▸ TASK TO COMPLETE
Would you please write out each entry that follows, exactly as written?

(Collected data entries)
────────────────

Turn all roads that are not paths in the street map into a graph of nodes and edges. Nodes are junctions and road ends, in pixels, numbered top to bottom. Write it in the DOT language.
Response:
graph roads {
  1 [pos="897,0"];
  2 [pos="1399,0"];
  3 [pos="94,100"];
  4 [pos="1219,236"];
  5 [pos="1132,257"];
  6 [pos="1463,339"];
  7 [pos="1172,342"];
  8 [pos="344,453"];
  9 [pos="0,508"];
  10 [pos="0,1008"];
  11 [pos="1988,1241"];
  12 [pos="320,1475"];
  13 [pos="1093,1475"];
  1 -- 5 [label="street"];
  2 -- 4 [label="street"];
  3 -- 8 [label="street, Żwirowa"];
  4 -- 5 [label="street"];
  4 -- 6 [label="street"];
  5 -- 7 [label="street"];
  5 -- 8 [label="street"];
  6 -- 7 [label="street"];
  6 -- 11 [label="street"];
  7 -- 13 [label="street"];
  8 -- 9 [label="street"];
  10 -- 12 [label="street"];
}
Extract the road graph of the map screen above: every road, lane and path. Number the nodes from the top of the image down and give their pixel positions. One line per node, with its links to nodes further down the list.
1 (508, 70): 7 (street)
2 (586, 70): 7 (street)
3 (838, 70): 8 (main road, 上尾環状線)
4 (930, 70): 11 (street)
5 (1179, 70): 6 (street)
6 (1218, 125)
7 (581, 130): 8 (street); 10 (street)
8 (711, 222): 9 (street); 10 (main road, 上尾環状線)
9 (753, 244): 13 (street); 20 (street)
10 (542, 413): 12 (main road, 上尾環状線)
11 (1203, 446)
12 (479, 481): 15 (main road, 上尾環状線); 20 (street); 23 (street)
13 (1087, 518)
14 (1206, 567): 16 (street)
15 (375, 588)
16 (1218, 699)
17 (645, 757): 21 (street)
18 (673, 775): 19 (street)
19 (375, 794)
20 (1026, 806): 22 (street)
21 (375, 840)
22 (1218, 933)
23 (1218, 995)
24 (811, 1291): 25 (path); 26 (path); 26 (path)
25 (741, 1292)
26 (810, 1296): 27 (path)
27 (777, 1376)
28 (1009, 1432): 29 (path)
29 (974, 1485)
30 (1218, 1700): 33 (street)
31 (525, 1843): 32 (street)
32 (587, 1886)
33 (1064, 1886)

────────────────

▸ SOLUTION FOR THIS PROBLEM
Turn all roads that are not paths in the street map into a graph of nodes and edges. Nodes are junctions and road ends, in pixels, numbered top to bottom. Write it in the DOT language.
Response:
graph roads {
  1 [pos="897,0"];
  2 [pos="1399,0"];
  3 [pos="94,100"];
  4 [pos="1219,236"];
  5 [pos="1132,257"];
  6 [pos="1463,339"];
  7 [pos="1172,342"];
  8 [pos="344,453"];
  9 [pos="0,508"];
  10 [pos="0,1008"];
  11 [pos="1988,1241"];
  12 [pos="320,1475"];
  13 [pos="1093,1475"];
  1 -- 5 [label="street"];
  2 -- 4 [label="street"];
  3 -- 8 [label="street, Żwirowa"];
  4 -- 5 [label="street"];
  4 -- 6 [label="street"];
  5 -- 7 [label="street"];
  5 -- 8 [label="street"];
  6 -- 7 [label="street"];
  6 -- 11 [label="street"];
  7 -- 13 [label="street"];
  8 -- 9 [label="street"];
  10 -- 12 [label="street"];
}
Extract the road graph of the map screen above: every road, lane and path. Number the nodes from the top of the image down and give their pixel positions. One line per node, with its links to nodes further down the list.
1 (508, 70): 7 (street)
2 (586, 70): 7 (street)
3 (838, 70): 8 (main road, 上尾環状線)
4 (930, 70): 11 (street)
5 (1179, 70): 6 (street)
6 (1218, 125)
7 (581, 130): 8 (street); 10 (street)
8 (711, 222): 9 (street); 10 (main road, 上尾環状線)
9 (753, 244): 13 (street); 20 (street)
10 (542, 413): 12 (main road, 上尾環状線)
11 (1203, 446)
12 (479, 481): 15 (main road, 上尾環状線); 20 (street); 23 (street)
13 (1087, 518)
14 (1206, 567): 16 (street)
15 (375, 588)
16 (1218, 699)
17 (645, 757): 21 (street)
18 (673, 775): 19 (street)
19 (375, 794)
20 (1026, 806): 22 (street)
21 (375, 840)
22 (1218, 933)
23 (1218, 995)
24 (811, 1291): 25 (path); 26 (path); 26 (path)
25 (741, 1292)
26 (810, 1296): 27 (path)
27 (777, 1376)
28 (1009, 1432): 29 (path)
29 (974, 1485)
30 (1218, 1700): 33 (street)
31 (525, 1843): 32 (street)
32 (587, 1886)
33 (1064, 1886)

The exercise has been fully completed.